Smoky peat fire. Can't have been good for anyones health.
This was the inside of the kiln connected to the barn - used to help dry the harvest
They had some early photos of local farmers and they looked like they were wearing all of their clothes, every piece of which was a ragged, holey mess. The men’s pants were so worn and tattered they had several inches of calf showing where the pants had been eaten away. 

There was literally nothing about the exhibit that made it seem like a charming, tranquil way of life. When people are yapping about the good old days, they should remember that this kind of poverty was endemic in the good old days. I know a lot of people still go hungry in America, but these people looked like they were truly starving, and they were growing the food! Sobering stuff. If only things had been better in Scotland seventy-five years ago, the mother of the current president wouldn’t have had to emigrate, so we’re all the poorer for that.

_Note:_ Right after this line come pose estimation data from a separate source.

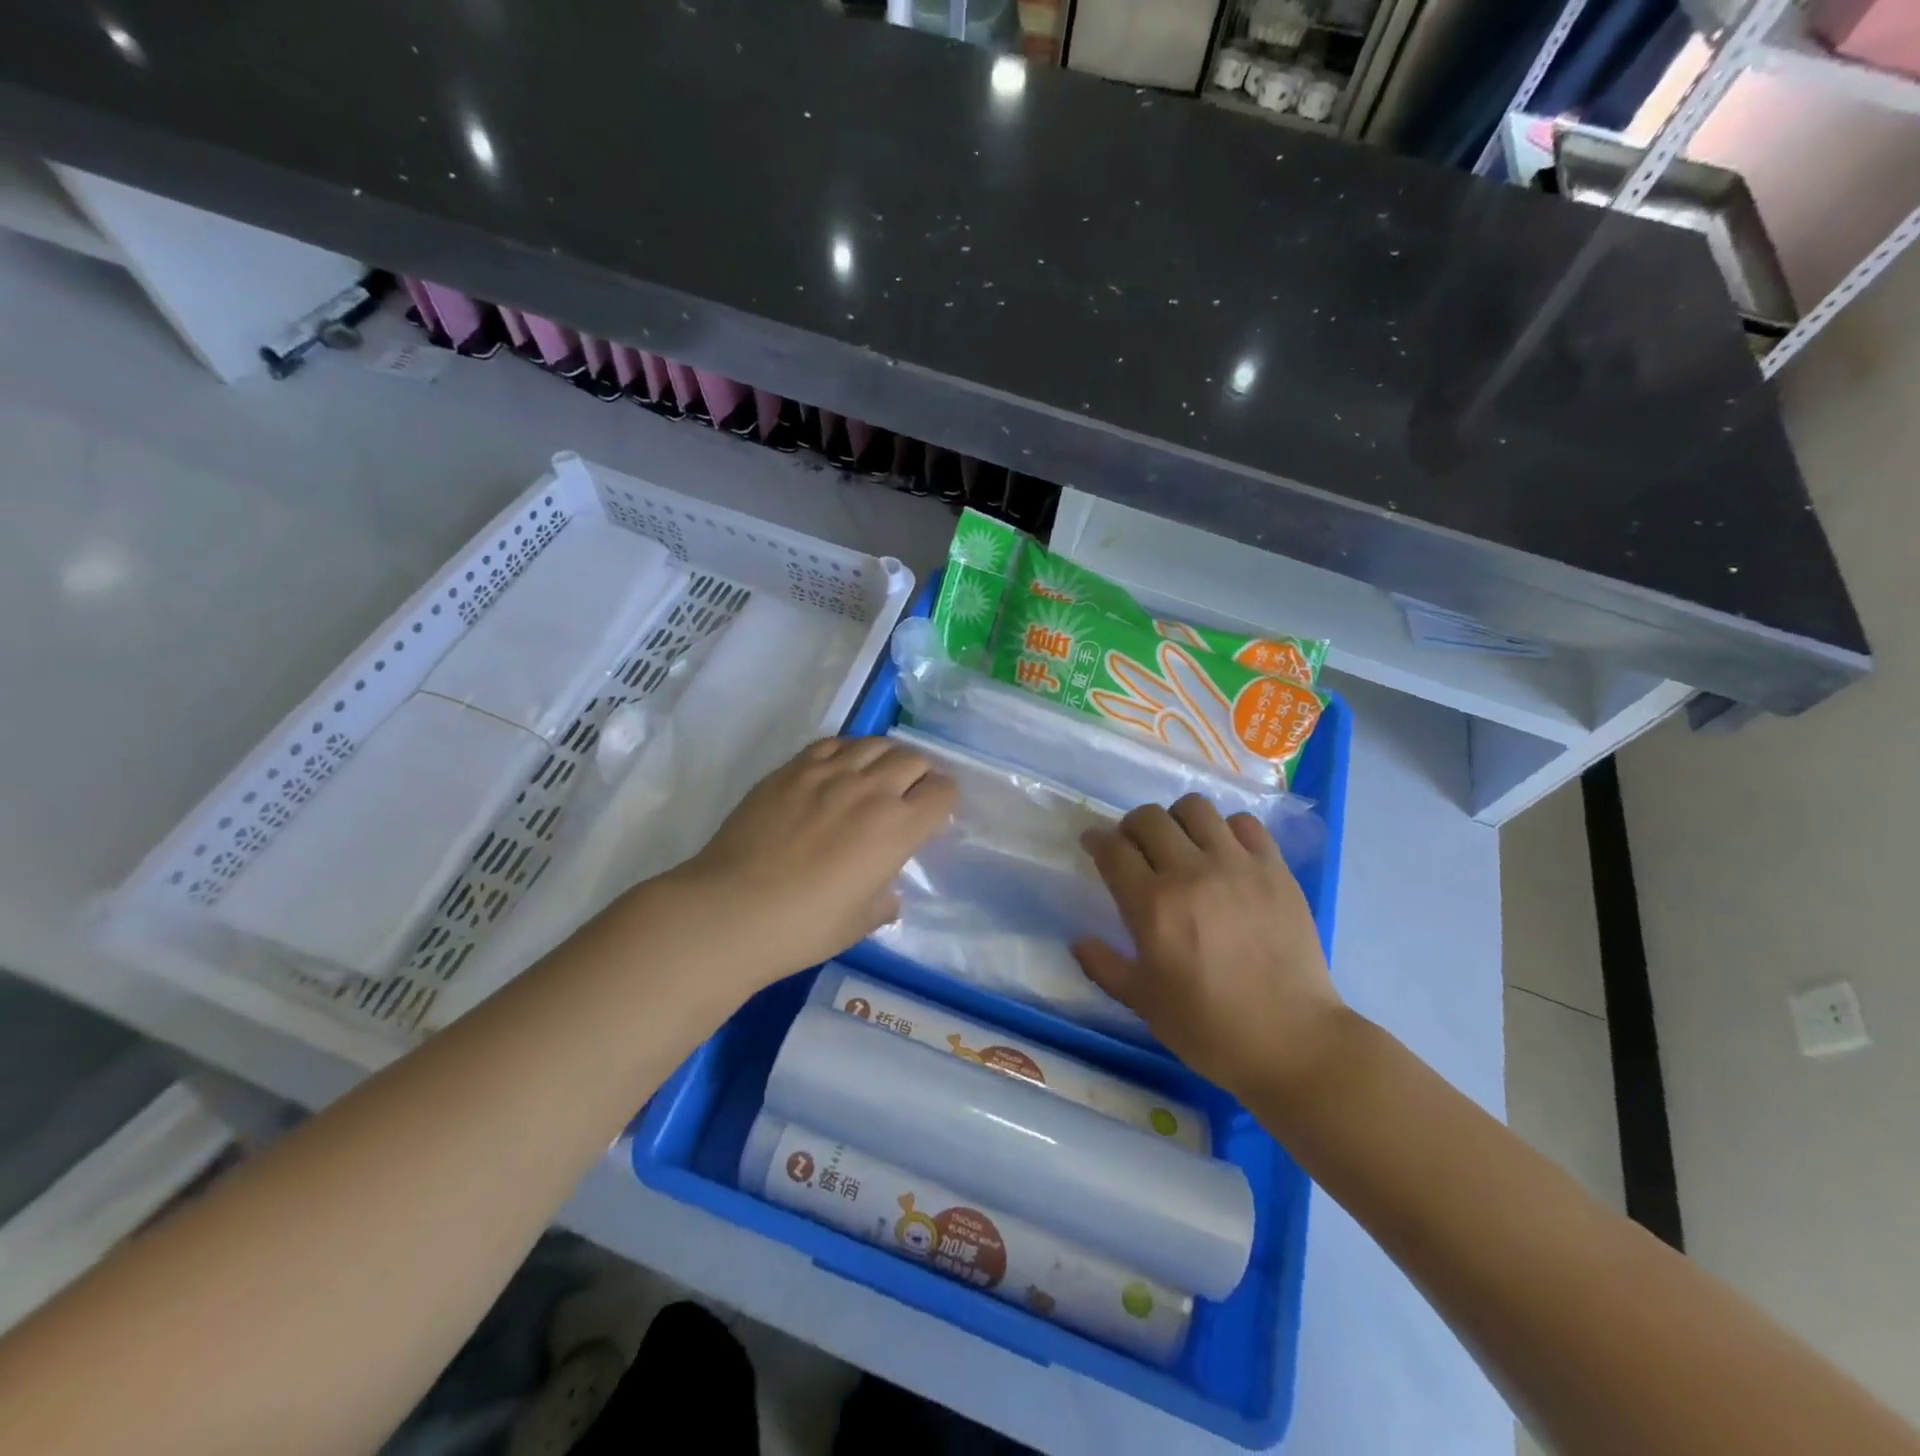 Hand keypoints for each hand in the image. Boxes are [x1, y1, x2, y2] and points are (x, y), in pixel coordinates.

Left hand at [660, 738, 956, 987]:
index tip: (933, 814)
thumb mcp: (859, 924)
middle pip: (914, 759)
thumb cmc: (803, 927)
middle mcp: (871, 789)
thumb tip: (887, 893)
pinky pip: (833, 743)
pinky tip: (837, 771)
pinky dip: (847, 751)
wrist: (731, 910)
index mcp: (897, 828)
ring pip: (875, 743)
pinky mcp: (792, 768)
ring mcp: (829, 772)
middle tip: (906, 796)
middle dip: (920, 775)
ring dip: (886, 757)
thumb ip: (883, 902)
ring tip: (874, 777)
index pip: (943, 791)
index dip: (945, 800)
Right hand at [1073, 794, 1345, 1099]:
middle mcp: (1191, 872)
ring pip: (1195, 808)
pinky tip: (1225, 854)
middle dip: (1131, 827)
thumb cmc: (1209, 1028)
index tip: (1094, 846)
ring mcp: (1237, 866)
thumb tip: (1079, 940)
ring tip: (1181, 844)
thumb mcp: (1143, 1003)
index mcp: (1152, 905)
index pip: (1113, 849)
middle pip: (1149, 818)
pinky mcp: (1275, 869)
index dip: (1096, 840)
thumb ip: (1104, 966)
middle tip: (1135, 848)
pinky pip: (1245, 824)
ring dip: (1177, 820)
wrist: (1292, 1041)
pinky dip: (1226, 830)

After we dried out and warmed up at Helgi’s on the waterfront (pulled pork burrito for me, monkfish curry for CDN), we took the midnight ferry back to Aberdeen, then hopped on ScotRail for the trip to Inverness. It was gorgeous countryside. Rich and fertile and filled with contented cows and fluffy sheep and lambs.
Off to Skye tomorrow. I’ll post pictures of the first Skye terrier I see.

SXM and CDN







Comments

  1. I hope you both recover from your colds quickly. I am thoroughly enjoying your travel diary. Especially loved your account of Billy Muir, who would make a great character in a play.